Collected data:
---*---

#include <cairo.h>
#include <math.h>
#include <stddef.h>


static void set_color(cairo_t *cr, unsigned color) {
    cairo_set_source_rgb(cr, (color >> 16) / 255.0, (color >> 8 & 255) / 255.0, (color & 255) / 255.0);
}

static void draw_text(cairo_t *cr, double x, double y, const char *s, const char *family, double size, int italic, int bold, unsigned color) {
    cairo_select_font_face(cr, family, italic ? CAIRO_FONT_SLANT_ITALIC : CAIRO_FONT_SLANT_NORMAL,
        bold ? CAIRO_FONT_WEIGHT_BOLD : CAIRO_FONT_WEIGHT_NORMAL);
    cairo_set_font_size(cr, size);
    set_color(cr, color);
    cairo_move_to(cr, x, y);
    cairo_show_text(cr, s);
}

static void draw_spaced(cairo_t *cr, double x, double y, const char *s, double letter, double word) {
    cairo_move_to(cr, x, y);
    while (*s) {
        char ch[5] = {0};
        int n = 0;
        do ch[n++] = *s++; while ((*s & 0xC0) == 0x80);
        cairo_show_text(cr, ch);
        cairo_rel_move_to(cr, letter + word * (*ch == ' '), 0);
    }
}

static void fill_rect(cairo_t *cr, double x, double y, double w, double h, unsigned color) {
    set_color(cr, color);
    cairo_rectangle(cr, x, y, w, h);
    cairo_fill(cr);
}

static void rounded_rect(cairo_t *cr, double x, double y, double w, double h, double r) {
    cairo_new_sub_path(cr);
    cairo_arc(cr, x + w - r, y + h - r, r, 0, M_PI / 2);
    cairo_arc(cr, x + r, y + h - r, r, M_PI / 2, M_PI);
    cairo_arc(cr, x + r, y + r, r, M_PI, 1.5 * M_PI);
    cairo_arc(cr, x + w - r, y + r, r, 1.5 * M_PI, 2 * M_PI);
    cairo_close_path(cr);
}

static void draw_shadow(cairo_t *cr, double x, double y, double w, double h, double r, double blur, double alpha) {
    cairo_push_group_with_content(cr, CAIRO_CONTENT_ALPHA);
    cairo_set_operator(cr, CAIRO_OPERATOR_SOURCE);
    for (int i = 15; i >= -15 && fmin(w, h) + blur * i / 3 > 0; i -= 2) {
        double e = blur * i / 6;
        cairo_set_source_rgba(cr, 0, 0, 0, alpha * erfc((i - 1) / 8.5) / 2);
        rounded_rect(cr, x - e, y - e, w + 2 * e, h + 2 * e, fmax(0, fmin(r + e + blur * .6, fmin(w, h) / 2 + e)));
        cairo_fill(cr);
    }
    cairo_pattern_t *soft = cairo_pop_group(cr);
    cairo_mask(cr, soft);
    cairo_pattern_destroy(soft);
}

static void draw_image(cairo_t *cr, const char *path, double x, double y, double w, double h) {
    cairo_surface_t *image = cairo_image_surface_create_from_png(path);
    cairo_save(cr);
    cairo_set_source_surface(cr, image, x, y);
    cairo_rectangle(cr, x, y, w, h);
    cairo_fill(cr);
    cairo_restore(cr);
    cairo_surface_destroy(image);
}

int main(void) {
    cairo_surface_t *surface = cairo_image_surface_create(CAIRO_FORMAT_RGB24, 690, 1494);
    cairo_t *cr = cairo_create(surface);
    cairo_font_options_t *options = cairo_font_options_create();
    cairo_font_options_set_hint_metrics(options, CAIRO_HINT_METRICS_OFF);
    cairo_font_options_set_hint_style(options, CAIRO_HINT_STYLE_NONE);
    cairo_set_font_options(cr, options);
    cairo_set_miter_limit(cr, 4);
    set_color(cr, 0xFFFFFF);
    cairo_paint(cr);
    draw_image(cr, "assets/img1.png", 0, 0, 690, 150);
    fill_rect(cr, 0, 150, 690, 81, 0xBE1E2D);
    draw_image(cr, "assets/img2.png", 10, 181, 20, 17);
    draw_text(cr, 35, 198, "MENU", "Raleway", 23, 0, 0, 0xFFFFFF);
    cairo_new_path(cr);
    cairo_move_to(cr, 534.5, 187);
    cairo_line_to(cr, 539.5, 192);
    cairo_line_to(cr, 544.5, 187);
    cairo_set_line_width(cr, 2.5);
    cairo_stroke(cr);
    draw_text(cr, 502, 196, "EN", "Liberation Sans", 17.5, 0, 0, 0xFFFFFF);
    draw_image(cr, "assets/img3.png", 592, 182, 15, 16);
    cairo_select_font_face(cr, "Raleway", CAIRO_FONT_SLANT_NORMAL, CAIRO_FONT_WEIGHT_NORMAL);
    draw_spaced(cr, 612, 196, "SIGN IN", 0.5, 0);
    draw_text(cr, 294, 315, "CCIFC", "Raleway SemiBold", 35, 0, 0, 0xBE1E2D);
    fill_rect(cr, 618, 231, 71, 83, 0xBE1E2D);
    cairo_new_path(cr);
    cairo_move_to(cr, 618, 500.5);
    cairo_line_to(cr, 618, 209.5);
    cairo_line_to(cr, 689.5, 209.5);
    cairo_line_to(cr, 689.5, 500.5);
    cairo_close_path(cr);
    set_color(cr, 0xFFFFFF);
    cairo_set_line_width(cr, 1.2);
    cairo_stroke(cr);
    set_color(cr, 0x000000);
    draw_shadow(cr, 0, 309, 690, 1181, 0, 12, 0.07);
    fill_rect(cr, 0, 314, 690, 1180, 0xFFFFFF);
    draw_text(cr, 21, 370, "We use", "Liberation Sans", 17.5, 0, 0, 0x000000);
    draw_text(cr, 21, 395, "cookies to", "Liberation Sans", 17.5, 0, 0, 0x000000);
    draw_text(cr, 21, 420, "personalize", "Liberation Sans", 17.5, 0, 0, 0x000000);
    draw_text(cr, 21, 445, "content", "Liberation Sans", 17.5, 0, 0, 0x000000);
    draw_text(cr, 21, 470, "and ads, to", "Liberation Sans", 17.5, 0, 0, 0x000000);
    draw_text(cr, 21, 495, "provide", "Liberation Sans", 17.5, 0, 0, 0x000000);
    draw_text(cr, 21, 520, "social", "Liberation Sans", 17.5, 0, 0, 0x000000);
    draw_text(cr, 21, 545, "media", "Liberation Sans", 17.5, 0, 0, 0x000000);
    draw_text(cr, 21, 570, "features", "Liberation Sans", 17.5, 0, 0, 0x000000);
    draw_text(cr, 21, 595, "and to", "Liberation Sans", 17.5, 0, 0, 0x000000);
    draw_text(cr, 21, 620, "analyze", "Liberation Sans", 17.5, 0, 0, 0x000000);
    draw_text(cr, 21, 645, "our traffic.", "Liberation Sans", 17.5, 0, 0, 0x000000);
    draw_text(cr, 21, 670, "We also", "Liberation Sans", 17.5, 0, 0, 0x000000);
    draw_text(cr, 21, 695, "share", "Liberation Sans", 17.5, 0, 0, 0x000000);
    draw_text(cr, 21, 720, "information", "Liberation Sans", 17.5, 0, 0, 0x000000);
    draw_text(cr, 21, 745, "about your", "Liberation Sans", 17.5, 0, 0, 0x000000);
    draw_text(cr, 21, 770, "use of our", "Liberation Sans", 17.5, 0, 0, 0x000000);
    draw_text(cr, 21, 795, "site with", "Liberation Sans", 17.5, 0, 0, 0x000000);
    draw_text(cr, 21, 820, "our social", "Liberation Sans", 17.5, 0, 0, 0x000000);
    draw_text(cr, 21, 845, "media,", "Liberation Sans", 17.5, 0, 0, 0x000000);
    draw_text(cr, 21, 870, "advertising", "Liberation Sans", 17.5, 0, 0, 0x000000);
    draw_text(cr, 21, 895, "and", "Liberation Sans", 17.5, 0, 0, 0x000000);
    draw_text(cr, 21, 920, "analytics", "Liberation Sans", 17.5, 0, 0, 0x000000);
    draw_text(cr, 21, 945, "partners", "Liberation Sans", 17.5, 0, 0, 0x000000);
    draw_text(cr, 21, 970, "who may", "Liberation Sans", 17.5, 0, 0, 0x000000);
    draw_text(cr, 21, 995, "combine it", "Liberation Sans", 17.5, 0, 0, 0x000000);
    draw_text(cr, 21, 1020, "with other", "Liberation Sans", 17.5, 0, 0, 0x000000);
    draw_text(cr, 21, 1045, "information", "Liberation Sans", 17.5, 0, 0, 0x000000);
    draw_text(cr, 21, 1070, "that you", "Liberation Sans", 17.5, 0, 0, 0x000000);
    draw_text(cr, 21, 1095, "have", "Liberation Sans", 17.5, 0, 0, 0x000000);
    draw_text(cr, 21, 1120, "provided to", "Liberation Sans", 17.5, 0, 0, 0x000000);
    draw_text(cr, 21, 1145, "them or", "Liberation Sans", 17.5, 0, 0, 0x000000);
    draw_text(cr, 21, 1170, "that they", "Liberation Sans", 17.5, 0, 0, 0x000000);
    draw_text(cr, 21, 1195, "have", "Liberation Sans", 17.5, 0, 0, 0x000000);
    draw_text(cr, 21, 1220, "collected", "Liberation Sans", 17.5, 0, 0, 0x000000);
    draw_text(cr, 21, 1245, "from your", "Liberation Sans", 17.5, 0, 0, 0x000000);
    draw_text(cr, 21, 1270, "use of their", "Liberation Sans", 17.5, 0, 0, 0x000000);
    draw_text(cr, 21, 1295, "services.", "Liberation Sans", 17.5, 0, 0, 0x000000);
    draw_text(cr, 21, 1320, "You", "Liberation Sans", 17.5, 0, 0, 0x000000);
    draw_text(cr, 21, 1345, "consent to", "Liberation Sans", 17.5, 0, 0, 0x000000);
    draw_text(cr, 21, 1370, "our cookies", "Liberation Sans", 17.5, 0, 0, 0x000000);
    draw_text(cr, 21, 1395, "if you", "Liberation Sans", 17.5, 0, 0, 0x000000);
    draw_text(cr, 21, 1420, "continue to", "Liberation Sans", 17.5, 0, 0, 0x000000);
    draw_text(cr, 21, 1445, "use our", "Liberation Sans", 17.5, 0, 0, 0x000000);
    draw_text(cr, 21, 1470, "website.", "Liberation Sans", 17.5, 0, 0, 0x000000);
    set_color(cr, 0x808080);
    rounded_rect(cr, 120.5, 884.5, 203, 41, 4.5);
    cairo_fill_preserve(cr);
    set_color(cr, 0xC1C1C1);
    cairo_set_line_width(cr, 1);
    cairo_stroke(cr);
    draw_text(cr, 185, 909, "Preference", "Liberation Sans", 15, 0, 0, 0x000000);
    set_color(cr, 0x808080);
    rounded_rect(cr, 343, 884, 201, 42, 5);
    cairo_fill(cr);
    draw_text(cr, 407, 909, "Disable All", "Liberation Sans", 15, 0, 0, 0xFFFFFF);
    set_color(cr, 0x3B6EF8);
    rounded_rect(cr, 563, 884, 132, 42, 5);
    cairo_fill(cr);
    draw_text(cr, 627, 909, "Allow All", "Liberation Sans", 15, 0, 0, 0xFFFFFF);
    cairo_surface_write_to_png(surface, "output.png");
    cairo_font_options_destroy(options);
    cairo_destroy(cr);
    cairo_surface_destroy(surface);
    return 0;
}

---*---

-- WHAT IS REQUIRED --
Word for word, restate the lines above from the line containing "static void set_color(cairo_t" through the line containing "static void draw_spaced(cairo_t", with both included and nothing else.

-- ANSWER AREA --
static void set_color(cairo_t *cr, unsigned color) {
    cairo_set_source_rgb(cr, (color >> 16) / 255.0, (color >> 8 & 255) / 255.0, (color & 255) / 255.0);
}

static void draw_text(cairo_t *cr, double x, double y, const char *s, const char *family, double size, int italic, int bold, unsigned color) {
    cairo_select_font_face(cr, family, italic ? CAIRO_FONT_SLANT_ITALIC : CAIRO_FONT_SLANT_NORMAL,
        bold ? CAIRO_FONT_WEIGHT_BOLD : CAIRO_FONT_WEIGHT_NORMAL);
    cairo_set_font_size(cr, size);
    set_color(cr, color);
    cairo_move_to(cr, x, y);
    cairo_show_text(cr, s);
}

static void draw_spaced(cairo_t *cr, double x, double y, const char *s, double letter, double word) {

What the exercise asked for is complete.